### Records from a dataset
= = = =

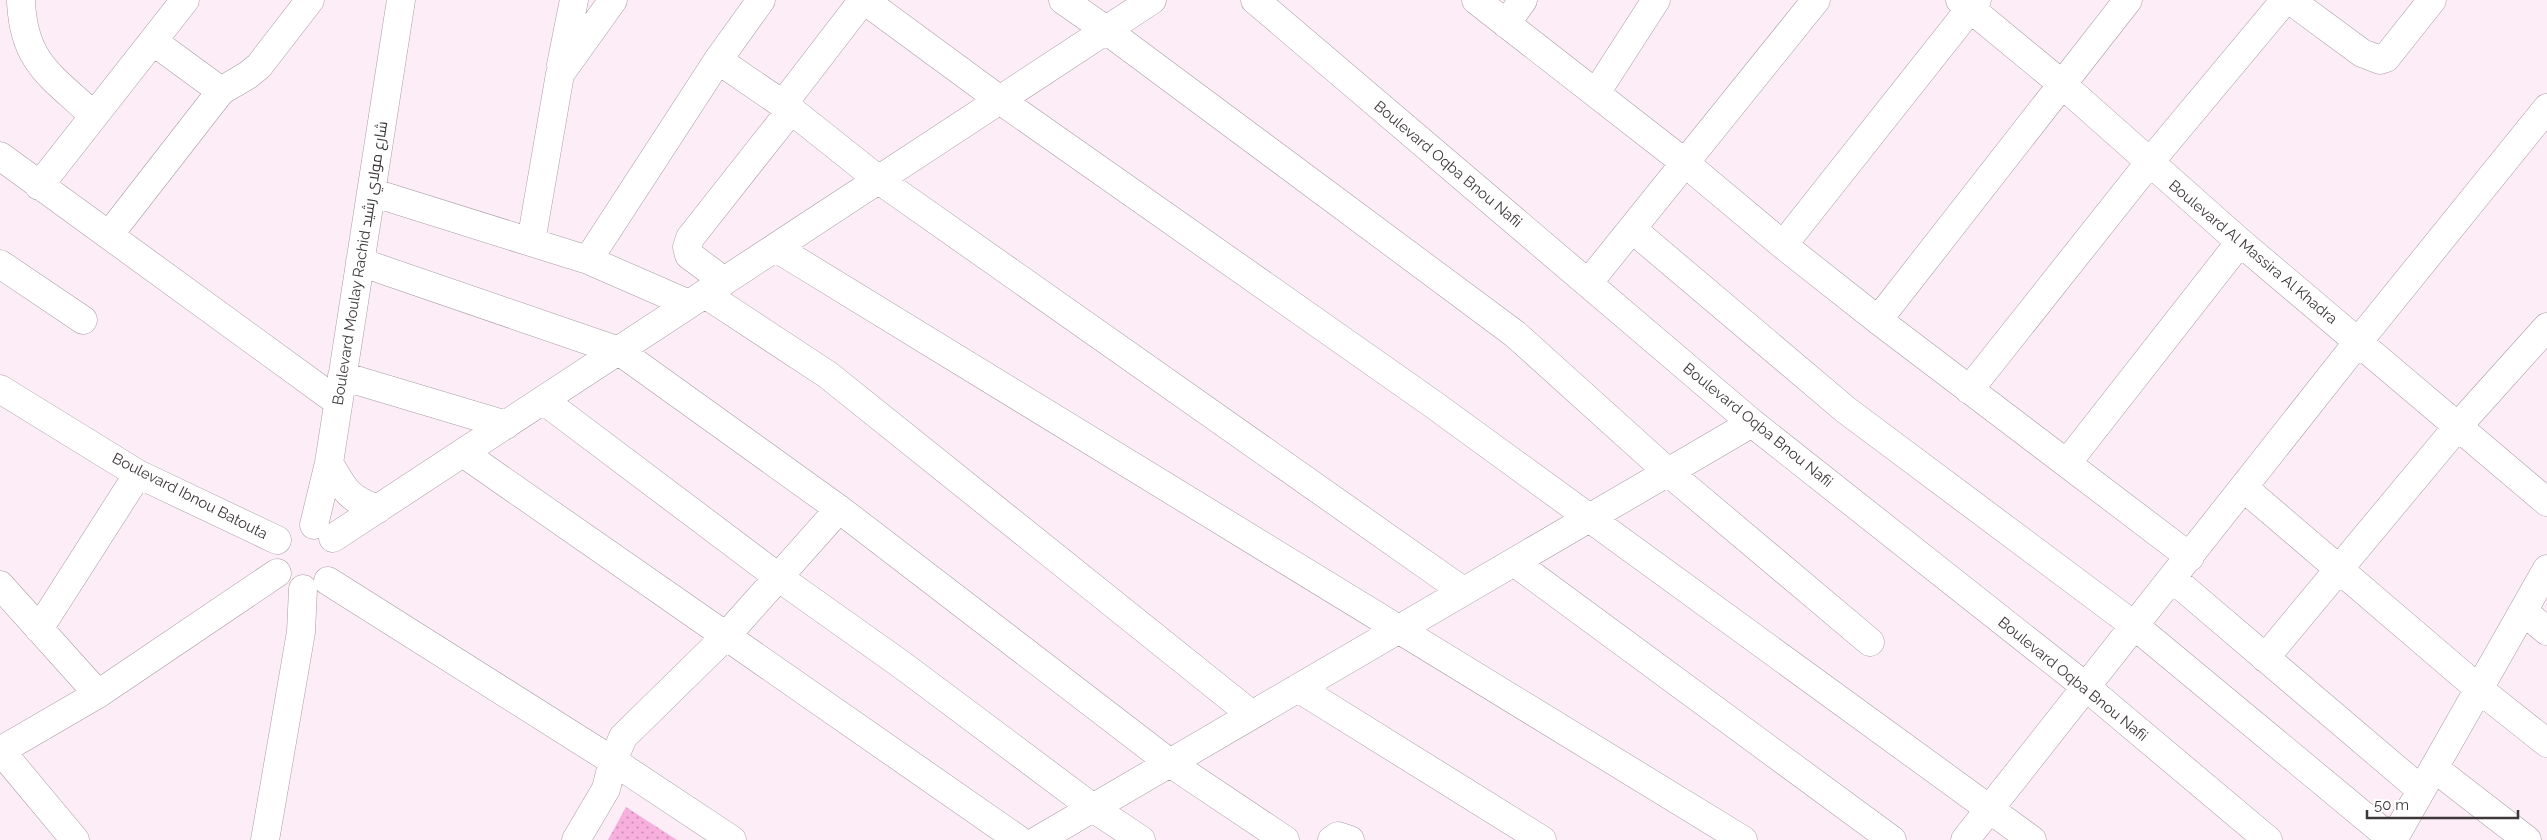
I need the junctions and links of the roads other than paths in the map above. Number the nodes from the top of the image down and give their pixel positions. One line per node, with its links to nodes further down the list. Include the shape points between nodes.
1 (185, 0): 23 (street)
2 (310, 0): 27 (street, via 259,66)
3 (401, 0): 38 (street, Boulevard Moulay Rachid شارع مولاي رشيد)
4 (574, 0): 25 (street)
5 (613, 0): 25 (street)
6 (761, 0): 24 (street)
7 (864, 0): 29 (street); 30 (street)
8 (1062, 0): 22 (street)
9 (1152, 0): 22 (street)
10 (1255, 0): 48 (street, Boulevard Oqba Bnou Nafii)
11 (1476, 0): 21 (street)
12 (1523, 0): 21 (street)
13 (1656, 0): 28 (street)
14 (1816, 0): 33 (street)
15 (2128, 0): 26 (street)
16 (2285, 0): 34 (street)
17 (2290, 0): 18 (street, via 2362,53 2380,60 2386,58)
18 (2432, 0)
19 (22, 1): 32 (street, via 24,35 29,48 40,64)
20 (1969, 3): 26 (street, Boulevard Al Massira Al Khadra); 43 (street)
21 (1506, 24): 28 (street)
22 (1106, 30): 29 (street); 65 (street, via 1516,334)
23 (154, 42): 27 (street); 32 (street)
24 (718, 60): 30 (street); 45 (street)
25 (560, 74): 41 (street)
26 (2063, 85): 34 (street, Boulevard Al Massira Al Khadra); 51 (street)
27 (221, 91): 40 (street)
28 (1596, 93): 33 (street)
29 (1000, 100): 36 (street); 71 (street, via 1332,332)
30 (787, 107): 36 (street); 49 (street, via 690,238 688,254)
31 (2547, 108): 53 (street)
32 (94, 116): 37 (street)
33 (1685, 163): 39 (street); 43 (street)
34 (2149, 163): 42 (street, Boulevard Al Massira Al Khadra); 57 (street)
35 (4, 167): 37 (street)
36 (879, 180): 44 (street); 84 (street)
37 (39, 186): 40 (street)
38 (371, 192): 41 (street); 46 (street, Boulevard Moulay Rachid شارع مولاي رشيد)
39 (1632, 229): 48 (street); 86 (street, via 1846,410)
40 (109, 236): 56 (street)
41 (531, 242): 45 (street)
42 (2240, 242): 53 (street, Boulevard Al Massira Al Khadra); 64 (street)
43 (1783, 245): 51 (street)
44 (776, 248): 49 (street); 88 (street)
45 (588, 260): 49 (street)
46 (360, 262): 54 (street); 56 (street, Boulevard Moulay Rachid شارع مولاي رشيد)
47 (0, 264): 50 (street)
48 (1589, 282): 59 (street, Boulevard Oqba Bnou Nafii)
49 (706, 293): 54 (street); 97 (street, via 828,375)
50 (83, 320)
51 (1878, 320): 57 (street)
52 (2547, 327): 61 (street)
53 (2358, 342): 61 (street, Boulevard Al Massira Al Khadra); 67 (street)
54 (619, 350): 58 (street); 70 (street)
55 (0, 389): 66 (street, Boulevard Ibnou Batouta)
56 (340, 389): 60 (street); 63 (street, Boulevard Moulay Rachid شارع مولاي رشيد)
57 (1969, 390): 64 (street)
58 (543, 400): 60 (street); 79 (street)
59 (1752, 423): 65 (street); 93 (street, Boulevard Oqba Bnou Nafii)
60 (506, 425): 62 (street)
61 (2458, 426): 68 (street, Boulevard Al Massira Al Khadra); 76 (street)
62 (463, 453): 69 (street); 90 (street)
63 (329, 463): 69 (street, via 353,497); 72 (street, Boulevard Moulay Rachid شارع مولاي رشيد)
64 (2067, 463): 74 (street)
65 (1668, 472): 71 (street); 91 (street)
66 (138, 474): 73 (street, Boulevard Ibnou Batouta); 87 (street)
67 (2244, 488): 74 (street); 76 (street)
68 (2547, 502)
69 (378, 508): 72 (street)
70 (839, 509): 79 (street); 101 (street)
71 (1588, 518): 75 (street); 104 (street)
72 (323, 532): 73 (street, via 294,526); 81 (street, via 338,549 335,572)
73 (278, 540): 78 (street, via 273,556)
74 (2190, 557): 80 (street)
75 (1514, 562): 84 (street); 117 (street)
76 (2339, 569): 92 (street); 95 (street)
77 (2547, 569): 85 (street)
78 (277, 573): 83 (street, via 292,586); 96 (street)
79 (778, 577): 90 (street); 103 (street)
80 (2172, 579): 86 (street); 92 (street)
81 (328, 581): 83 (street, via 316,588); 100 (street)
82 (0, 585): 87 (street)
83 (303, 589): 106 (street, via 301,632)
84 (1463, 592): 88 (street)
85 (2523, 611): 89 (street); 95 (street)
86 (2135, 626): 93 (street); 121 (street)
87 (39, 629): 96 (street)
88 (1398, 630): 94 (street); 116 (street)
89 (2547, 630)
90 (725, 637): 100 (street, via 623,737); 109 (street)
91 (1870, 642)
92 (2265, 658): 102 (street)
93 (2086, 687): 104 (street); 120 (street, Boulevard Oqba Bnou Nafii)
94 (1298, 688): 97 (street); 115 (street)
95 (2479, 689): 98 (street); 102 (street)
96 (98, 694): 99 (street)
97 (1252, 715): 101 (street)
98 (2547, 743)
99 (0, 750): 105 (street)
100 (613, 761): 107 (street, via 606,789); 108 (street)
101 (1170, 763): 103 (street); 112 (street)
102 (2428, 779): 121 (street); 122 (street)
103 (1093, 808): 110 (street); 111 (street)
104 (1989, 810): 118 (street); 119 (street)
105 (73, 839)
106 (265, 840)
107 (576, 840)
108 (732, 840)
109 (1019, 840)
110 (1038, 840)
111 (1142, 840)
112 (1285, 840)
113 (1332, 840): 114 (street, via 1338,836)
114 (1350, 840)
115 (1542, 840)
116 (1743, 840)
117 (1892, 840)
118 (1965, 840)
119 (2032, 840)
120 (2268, 840)
121 (2393, 840)
122 (2527, 840)

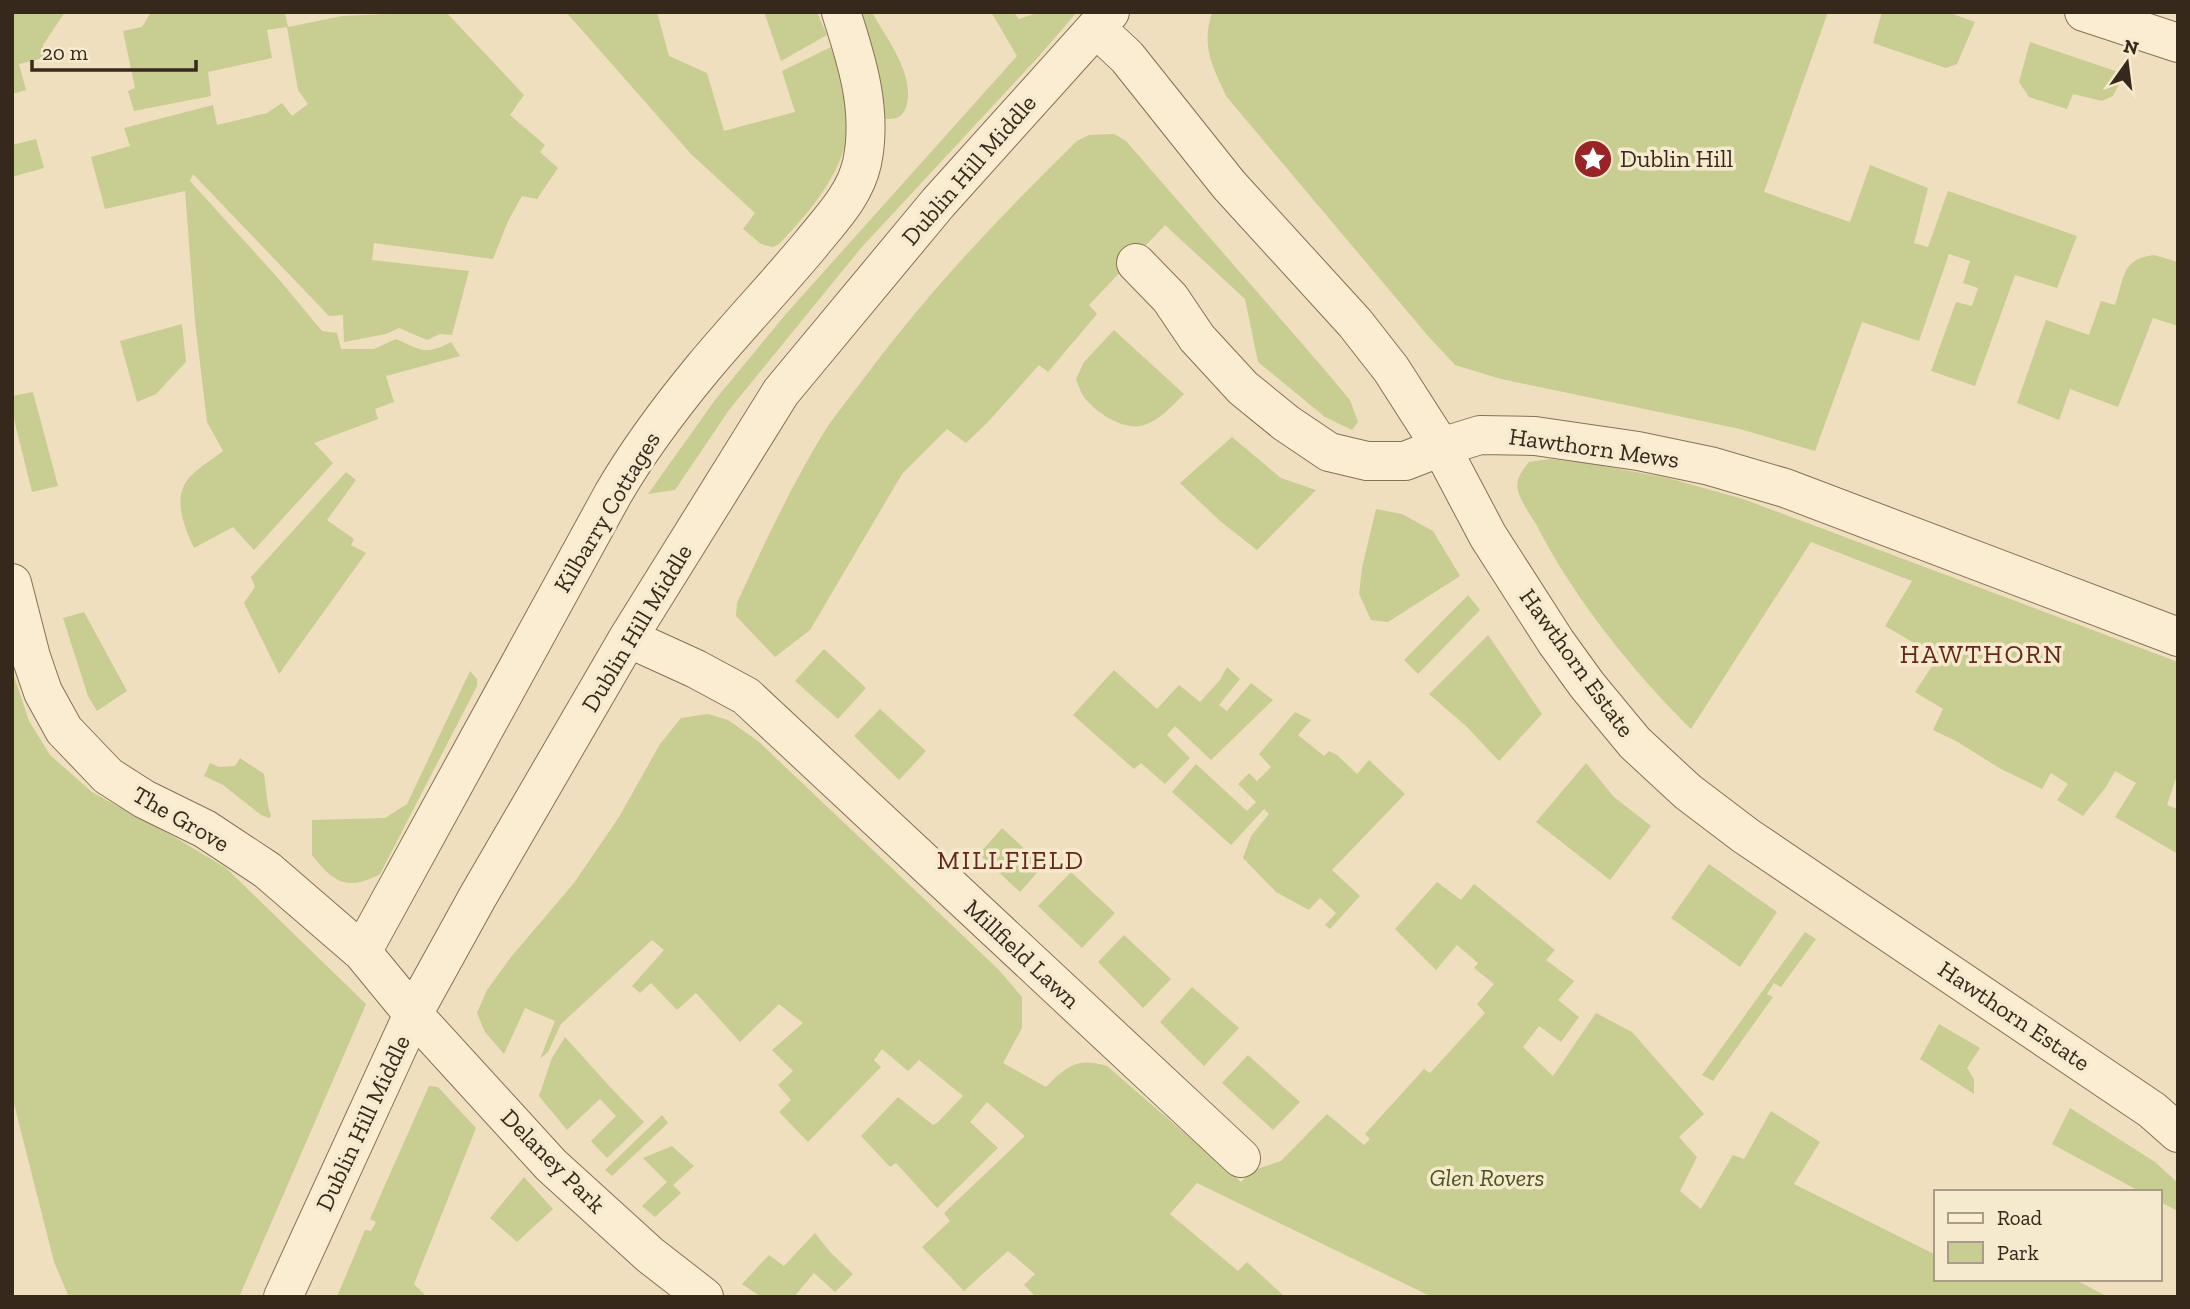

= = = =

### What the exercise asks
What is needed is the number of lines above that include the string "Massira", and nothing else.

### Answer to this problem
6